◆ **Exercise data**
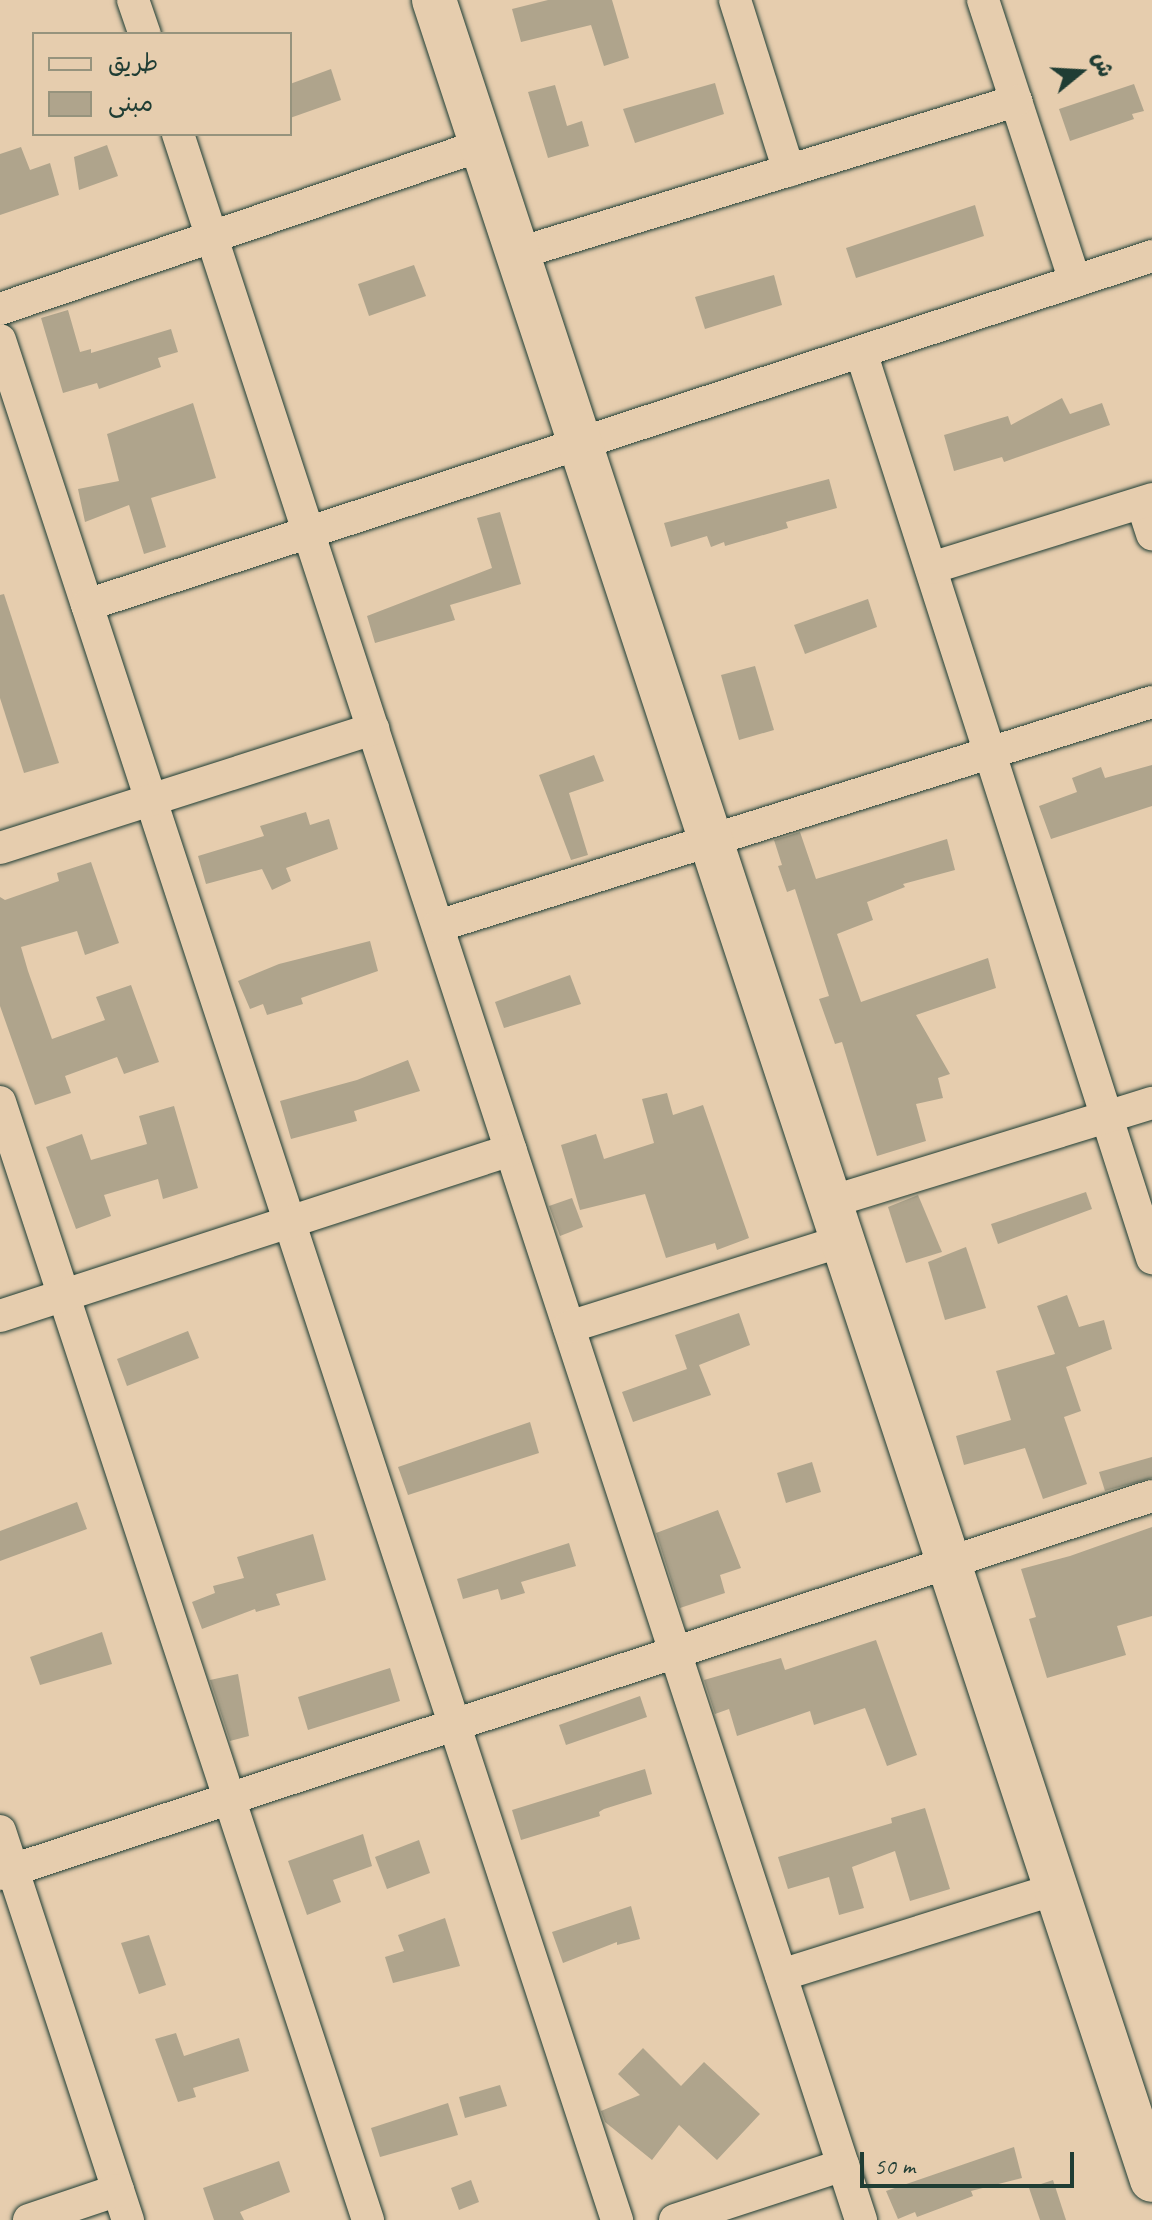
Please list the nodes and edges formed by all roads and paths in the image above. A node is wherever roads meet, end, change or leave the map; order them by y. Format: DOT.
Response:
...
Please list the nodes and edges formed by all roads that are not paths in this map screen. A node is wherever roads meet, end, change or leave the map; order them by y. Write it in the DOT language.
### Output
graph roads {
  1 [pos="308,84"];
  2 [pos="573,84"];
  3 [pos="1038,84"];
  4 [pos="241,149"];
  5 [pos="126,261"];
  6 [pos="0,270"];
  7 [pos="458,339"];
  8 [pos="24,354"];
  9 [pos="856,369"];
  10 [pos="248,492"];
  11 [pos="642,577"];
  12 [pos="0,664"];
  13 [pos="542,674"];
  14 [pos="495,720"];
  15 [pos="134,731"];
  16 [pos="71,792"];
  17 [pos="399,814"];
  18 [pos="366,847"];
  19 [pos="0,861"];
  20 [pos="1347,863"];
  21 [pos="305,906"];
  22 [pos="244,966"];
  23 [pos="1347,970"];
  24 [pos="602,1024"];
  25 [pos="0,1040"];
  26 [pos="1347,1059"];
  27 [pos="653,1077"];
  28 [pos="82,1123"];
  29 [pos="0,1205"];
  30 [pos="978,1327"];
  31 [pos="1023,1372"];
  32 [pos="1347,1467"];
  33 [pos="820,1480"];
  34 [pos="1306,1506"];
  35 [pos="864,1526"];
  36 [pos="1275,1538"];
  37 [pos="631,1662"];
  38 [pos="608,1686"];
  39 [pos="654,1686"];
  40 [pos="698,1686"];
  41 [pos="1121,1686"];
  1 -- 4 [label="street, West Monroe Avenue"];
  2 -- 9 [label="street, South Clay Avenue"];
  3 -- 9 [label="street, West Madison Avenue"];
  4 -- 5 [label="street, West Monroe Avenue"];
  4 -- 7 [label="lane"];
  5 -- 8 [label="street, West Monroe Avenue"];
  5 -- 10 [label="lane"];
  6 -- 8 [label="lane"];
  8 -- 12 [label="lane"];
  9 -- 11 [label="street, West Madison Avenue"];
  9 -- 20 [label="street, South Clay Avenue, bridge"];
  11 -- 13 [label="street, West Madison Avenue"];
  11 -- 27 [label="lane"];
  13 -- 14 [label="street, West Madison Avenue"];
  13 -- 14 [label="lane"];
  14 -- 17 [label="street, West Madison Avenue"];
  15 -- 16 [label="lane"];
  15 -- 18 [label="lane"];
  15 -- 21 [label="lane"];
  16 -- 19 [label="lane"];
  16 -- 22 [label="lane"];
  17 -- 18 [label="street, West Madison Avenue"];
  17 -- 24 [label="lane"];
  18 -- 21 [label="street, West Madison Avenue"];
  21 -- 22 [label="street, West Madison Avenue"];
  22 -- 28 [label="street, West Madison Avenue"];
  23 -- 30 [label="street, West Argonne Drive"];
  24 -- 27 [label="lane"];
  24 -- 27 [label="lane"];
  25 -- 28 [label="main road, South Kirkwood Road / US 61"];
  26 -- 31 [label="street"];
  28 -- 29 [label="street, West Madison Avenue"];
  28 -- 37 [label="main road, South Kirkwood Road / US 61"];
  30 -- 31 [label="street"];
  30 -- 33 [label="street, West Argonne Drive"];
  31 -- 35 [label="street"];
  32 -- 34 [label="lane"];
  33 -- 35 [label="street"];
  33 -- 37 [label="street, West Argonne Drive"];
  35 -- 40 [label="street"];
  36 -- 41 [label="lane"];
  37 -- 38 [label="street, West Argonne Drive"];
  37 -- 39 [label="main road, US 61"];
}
...
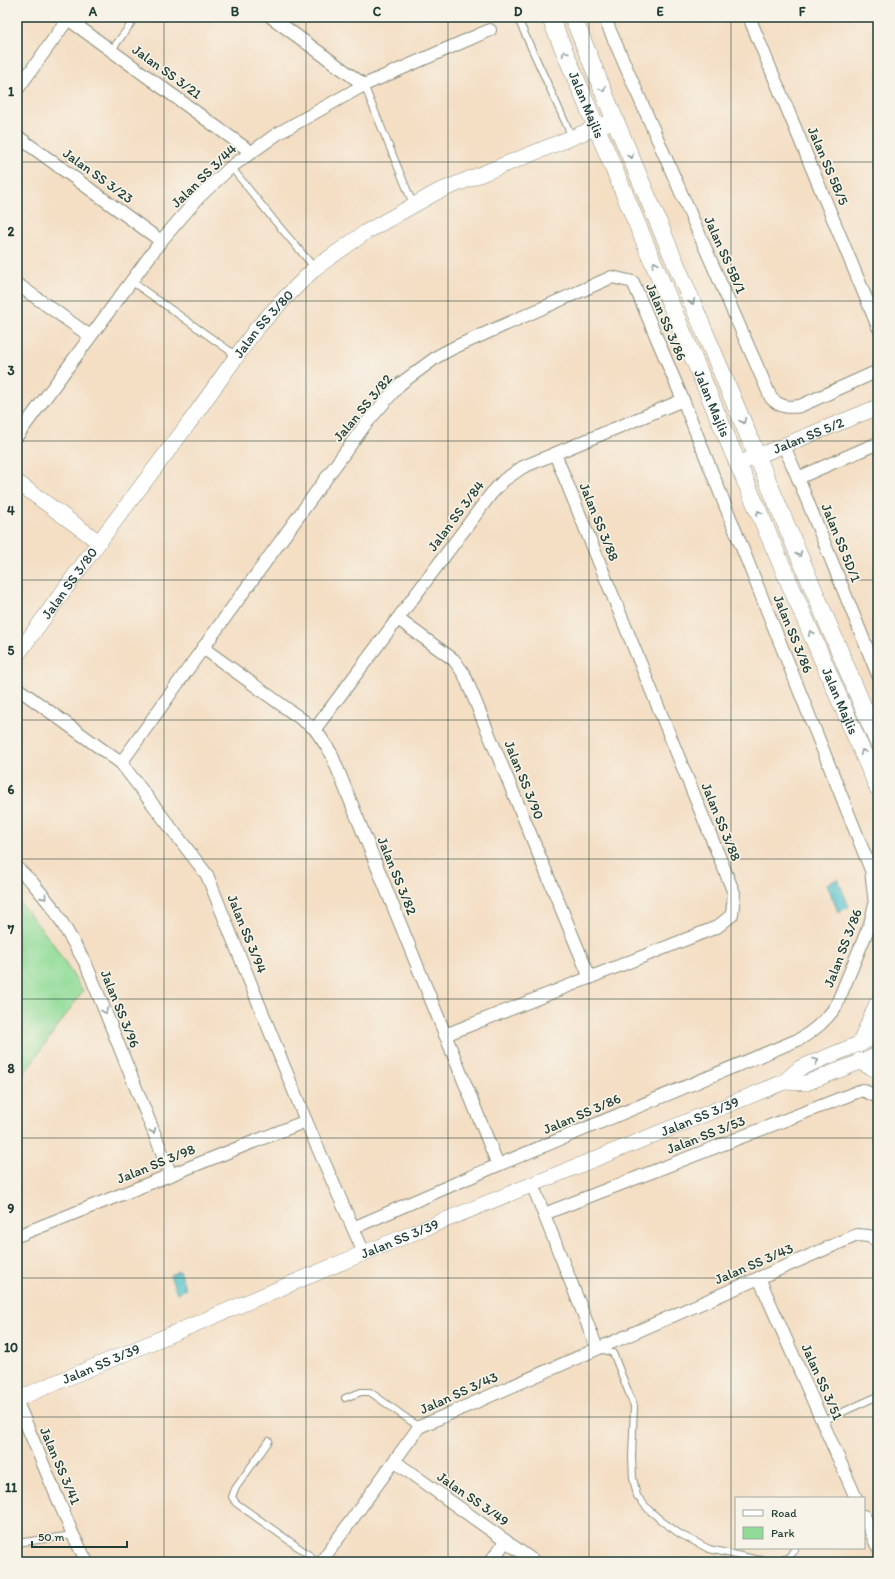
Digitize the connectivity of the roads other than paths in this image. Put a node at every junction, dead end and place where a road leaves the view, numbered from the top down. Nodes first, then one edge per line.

◆ **Exercise objective**
How many lines of the material contain the string "Please"? Answer with that number alone.

◆ **Expected answer**
2